Whether Quezada Salas had exterior sources of income wasn't known. His father-in-law, Hector Peredo Vazquez, owns a business based in Veracruz state that news reports declare has grown large by offering appliances and other goods to teachers on credit, collecting higher-than-normal interest rates.

The 11 condos owned by Quezada Salas and his family gave them control of ten % of the units at the Espirito Santo Plaza. The 36-story tower includes office space for and law firm Fowler White, as well as a Crossfit and the luxury Conrad hotel. The buildingwas renamed Brickell Arch after being sold latest year for in a deal that didn't comprise the hotel or condos.

The companies that control the Brickell condos have exotic-sounding names such as Xiber, Cache and Ilcati. They're registered in the names of Quezada Salas, his wife, his brother-in-law, Hector Peredo Rincon, or his sister-in-law, Claudia Peredo Rincon. While it's not known for sure, it's likely that the purchases were made in cash because number mortgages were recorded in Miami-Dade public records.

Frank Segredo, a Coral Gables lawyer who set up the companies in two thousand-fifth, said he couldn’t recollect anything about the deals. He said he didn't recollect working with Quezada Salas or his family. (Segredo was later disbarred over an involving mortgage fraud.)
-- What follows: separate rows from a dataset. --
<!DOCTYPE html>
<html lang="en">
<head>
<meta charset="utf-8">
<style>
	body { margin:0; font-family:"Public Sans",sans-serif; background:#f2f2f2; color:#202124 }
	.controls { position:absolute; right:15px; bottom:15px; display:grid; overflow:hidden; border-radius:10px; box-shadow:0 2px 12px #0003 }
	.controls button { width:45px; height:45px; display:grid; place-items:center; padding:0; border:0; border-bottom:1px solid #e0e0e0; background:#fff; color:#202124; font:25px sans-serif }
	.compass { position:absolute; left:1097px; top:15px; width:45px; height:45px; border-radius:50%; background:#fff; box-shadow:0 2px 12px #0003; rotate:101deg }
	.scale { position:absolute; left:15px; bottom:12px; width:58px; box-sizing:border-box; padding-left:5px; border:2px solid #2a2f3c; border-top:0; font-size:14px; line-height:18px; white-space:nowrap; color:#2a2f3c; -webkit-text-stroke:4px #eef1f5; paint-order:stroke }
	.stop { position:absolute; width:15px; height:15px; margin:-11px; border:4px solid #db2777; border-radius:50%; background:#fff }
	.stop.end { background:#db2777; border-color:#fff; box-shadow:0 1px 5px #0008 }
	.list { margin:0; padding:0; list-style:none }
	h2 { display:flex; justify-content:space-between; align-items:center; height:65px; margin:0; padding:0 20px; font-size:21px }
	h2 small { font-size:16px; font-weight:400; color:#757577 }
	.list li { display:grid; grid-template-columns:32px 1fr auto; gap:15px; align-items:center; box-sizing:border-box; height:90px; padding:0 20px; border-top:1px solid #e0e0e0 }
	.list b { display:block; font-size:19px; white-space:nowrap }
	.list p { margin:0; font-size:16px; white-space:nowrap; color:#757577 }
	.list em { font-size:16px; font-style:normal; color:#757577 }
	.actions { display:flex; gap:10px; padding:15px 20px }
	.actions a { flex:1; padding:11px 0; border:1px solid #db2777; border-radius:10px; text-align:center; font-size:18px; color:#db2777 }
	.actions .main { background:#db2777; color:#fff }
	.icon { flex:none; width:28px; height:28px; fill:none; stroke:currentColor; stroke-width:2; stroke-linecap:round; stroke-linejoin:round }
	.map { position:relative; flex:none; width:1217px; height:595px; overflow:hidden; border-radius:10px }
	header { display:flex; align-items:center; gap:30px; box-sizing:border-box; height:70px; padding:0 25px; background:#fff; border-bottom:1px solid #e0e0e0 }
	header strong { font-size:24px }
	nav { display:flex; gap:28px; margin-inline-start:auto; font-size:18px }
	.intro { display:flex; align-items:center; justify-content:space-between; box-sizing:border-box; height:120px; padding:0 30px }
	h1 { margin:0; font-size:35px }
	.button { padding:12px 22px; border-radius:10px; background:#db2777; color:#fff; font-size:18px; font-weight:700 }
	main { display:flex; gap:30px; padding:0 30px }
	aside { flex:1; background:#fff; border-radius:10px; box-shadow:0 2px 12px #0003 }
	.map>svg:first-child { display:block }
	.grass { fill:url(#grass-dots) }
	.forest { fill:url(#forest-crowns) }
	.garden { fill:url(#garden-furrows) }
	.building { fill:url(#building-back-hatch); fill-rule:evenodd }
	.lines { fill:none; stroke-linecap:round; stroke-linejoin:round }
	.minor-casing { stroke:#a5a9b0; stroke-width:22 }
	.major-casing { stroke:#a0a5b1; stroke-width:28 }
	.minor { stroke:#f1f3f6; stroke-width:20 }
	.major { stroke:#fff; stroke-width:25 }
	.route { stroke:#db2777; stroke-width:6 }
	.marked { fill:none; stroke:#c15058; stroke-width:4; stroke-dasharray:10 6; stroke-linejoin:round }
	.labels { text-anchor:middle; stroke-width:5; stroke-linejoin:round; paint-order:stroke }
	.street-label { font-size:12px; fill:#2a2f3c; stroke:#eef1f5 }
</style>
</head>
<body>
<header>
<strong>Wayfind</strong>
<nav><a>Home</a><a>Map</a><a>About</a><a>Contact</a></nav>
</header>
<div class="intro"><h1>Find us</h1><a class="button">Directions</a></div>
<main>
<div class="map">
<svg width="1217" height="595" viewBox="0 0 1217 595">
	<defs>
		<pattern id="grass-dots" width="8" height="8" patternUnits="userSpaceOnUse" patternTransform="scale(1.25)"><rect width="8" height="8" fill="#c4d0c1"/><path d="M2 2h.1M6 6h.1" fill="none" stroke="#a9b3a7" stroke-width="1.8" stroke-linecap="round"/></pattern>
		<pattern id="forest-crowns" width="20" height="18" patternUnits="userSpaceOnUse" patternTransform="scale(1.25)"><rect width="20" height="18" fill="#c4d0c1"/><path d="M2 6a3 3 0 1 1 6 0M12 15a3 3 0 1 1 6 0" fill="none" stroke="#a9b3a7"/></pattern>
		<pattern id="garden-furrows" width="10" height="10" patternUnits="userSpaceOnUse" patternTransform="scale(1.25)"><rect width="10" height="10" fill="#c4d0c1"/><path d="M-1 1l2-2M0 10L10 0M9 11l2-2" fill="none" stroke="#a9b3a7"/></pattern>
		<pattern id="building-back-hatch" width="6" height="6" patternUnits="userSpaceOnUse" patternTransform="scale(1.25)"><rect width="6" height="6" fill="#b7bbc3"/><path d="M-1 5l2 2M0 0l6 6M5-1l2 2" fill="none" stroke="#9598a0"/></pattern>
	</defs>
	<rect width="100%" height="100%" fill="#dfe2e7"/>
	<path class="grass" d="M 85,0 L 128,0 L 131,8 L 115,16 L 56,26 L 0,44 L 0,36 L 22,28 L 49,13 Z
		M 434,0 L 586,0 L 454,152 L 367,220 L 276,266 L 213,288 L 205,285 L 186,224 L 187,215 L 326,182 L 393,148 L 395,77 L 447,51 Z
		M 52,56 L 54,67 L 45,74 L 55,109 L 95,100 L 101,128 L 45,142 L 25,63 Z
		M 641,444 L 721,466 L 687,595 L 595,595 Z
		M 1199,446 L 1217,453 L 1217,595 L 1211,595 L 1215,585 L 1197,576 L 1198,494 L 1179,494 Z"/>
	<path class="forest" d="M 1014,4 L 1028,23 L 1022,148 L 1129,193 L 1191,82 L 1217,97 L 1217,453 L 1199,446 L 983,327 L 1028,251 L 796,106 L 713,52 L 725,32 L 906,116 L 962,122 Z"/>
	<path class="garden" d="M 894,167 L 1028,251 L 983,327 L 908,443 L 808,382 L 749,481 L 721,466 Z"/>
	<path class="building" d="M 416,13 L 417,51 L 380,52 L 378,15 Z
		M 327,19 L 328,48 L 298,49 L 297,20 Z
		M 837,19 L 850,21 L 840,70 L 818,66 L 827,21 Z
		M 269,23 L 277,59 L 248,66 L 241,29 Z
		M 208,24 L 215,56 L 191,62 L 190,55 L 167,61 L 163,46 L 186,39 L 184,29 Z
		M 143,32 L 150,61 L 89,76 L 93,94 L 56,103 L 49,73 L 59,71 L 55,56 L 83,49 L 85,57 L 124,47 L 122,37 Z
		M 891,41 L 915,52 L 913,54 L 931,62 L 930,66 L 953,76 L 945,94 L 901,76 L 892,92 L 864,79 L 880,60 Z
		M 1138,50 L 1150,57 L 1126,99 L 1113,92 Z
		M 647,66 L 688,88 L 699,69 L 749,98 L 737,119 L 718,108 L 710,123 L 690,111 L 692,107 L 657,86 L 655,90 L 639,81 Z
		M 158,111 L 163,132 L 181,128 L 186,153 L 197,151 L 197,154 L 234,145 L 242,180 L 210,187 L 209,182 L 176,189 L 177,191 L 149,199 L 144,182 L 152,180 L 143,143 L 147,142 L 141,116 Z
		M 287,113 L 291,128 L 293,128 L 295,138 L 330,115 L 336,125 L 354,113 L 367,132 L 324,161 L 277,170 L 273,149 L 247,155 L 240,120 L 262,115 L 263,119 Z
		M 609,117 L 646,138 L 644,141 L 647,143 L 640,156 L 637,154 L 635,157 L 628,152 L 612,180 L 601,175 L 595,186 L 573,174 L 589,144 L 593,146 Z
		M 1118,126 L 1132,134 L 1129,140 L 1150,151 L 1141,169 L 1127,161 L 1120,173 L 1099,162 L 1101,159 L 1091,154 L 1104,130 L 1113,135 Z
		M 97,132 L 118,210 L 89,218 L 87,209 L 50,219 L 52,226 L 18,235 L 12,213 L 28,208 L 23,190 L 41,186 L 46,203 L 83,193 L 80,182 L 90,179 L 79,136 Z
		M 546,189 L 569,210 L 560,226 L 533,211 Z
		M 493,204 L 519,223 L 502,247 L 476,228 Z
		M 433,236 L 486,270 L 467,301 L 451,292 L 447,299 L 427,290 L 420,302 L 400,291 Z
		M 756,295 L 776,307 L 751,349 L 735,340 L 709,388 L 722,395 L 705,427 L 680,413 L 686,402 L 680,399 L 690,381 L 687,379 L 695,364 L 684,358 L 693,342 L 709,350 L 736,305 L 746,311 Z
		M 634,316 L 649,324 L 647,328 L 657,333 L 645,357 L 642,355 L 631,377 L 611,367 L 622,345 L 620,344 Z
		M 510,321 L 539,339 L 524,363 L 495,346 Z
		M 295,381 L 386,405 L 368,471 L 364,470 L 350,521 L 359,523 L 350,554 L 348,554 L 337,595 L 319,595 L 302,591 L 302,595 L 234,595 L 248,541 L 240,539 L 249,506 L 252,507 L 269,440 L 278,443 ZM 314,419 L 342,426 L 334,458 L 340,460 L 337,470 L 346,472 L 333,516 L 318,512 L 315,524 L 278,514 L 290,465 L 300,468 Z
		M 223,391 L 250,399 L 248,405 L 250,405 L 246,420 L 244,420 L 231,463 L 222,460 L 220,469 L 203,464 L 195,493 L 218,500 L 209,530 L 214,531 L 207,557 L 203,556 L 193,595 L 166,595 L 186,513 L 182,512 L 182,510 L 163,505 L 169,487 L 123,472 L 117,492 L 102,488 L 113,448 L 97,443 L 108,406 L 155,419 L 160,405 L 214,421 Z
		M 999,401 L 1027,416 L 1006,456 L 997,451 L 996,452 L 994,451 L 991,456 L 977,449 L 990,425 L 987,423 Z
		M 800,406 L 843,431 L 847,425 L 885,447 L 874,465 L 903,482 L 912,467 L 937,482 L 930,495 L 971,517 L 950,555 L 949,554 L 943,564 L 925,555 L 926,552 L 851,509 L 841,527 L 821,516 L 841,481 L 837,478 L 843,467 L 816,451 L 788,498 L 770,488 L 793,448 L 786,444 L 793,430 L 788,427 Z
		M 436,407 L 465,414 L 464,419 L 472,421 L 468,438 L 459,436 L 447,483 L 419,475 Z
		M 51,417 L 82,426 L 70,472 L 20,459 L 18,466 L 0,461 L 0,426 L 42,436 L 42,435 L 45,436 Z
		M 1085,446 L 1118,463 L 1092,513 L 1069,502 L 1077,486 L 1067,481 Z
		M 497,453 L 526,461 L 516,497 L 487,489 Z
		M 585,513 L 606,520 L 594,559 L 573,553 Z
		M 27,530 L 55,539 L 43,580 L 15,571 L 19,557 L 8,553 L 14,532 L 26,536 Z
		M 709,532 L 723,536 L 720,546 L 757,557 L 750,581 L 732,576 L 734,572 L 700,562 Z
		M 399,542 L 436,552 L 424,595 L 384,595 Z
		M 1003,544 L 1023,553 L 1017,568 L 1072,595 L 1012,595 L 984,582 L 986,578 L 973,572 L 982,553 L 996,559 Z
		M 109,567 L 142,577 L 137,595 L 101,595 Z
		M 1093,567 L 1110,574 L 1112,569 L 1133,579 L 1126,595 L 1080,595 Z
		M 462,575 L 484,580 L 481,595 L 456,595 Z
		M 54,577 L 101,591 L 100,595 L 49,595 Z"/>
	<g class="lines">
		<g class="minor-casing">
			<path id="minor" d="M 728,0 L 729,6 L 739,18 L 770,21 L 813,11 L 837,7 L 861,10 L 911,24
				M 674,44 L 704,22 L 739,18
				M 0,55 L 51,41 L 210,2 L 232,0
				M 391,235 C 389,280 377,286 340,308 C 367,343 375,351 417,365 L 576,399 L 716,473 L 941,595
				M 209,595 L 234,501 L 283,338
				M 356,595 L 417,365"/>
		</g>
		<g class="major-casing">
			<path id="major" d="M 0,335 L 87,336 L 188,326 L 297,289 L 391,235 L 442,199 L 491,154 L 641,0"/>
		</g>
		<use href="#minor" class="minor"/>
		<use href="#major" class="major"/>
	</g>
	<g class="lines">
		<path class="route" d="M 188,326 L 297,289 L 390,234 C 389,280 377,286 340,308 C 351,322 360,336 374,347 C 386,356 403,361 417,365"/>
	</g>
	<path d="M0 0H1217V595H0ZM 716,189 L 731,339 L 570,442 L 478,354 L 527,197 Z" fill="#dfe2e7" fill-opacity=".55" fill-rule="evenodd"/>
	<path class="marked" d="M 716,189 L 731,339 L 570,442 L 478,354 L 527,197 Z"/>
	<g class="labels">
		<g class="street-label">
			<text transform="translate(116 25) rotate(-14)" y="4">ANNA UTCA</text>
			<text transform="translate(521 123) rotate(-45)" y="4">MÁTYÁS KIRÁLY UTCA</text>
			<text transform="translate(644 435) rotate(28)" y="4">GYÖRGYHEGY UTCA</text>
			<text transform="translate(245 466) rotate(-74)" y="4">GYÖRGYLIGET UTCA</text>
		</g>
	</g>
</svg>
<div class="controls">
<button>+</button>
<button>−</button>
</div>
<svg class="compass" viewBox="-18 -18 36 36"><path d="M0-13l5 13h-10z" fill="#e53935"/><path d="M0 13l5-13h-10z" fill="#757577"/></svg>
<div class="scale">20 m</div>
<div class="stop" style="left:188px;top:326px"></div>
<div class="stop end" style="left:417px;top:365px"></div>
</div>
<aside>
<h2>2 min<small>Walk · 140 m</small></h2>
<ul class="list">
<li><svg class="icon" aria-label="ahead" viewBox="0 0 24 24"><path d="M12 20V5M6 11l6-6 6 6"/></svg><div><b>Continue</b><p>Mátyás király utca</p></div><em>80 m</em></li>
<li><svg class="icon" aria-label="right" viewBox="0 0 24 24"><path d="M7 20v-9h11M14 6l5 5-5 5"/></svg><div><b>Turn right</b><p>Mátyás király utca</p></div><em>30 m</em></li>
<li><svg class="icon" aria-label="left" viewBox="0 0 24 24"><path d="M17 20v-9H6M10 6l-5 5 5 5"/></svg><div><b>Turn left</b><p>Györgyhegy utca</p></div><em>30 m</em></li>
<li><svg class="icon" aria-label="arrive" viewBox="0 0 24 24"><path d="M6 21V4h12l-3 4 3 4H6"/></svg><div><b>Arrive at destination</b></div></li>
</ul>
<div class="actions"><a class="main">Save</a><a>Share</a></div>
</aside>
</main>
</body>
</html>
Flight capital from Brazil, Argentina and Venezuela has traditionally boosted S Florida’s real-estate market. But Mexican money is making an impact, too.

Mexico’s first lady, Angélica Rivera, bought a on Key Biscayne. The wife of Alejandro Murat Hinojosa, one of the country’s top housing executive and the son of the former Gov of Oaxaca state, owns in Boca Raton. And the son of Carlos Romero Deschamps, a Mexican senator and boss of the oil workers’ union, spent for two condos in Miami Beach.

For Quezada Salas and his family, the Brickell units were a poor investment.

In two thousand-twelfth, Quezada Salas’ brother-in-law sold one of the units for $550.000, a loss of $83.000 from the original price paid.

Quezada Salas and family bought at the altitude of the real-estate bubble in two thousand-fifth, paying $5.6 million for the ten condos they still own.

Today, those same units have a market cost of $4.1 million, according to the Miami-Dade property appraiser.

Condos at the former Espirito Santo don’t sell very often, said one local Realtor who asked not to be named. “Most people think it’s just the hotel and offices,” he said.

Quezada Salas and his wife also sold a three-bedroom condo they owned at Jade Shore in Sunny Isles for $800.000 in two thousand-twelfth. They’d paid $848.000 four years earlier.

But the two-bedroom at the Setai in S Shore turned out to be a steal.

The unit, owned in the title of Quezada Salas’ wife and bought with the assistance of a $770.000 mortgage from HSBC, is presently worth $2.6 million, more than double the price paid in 2004.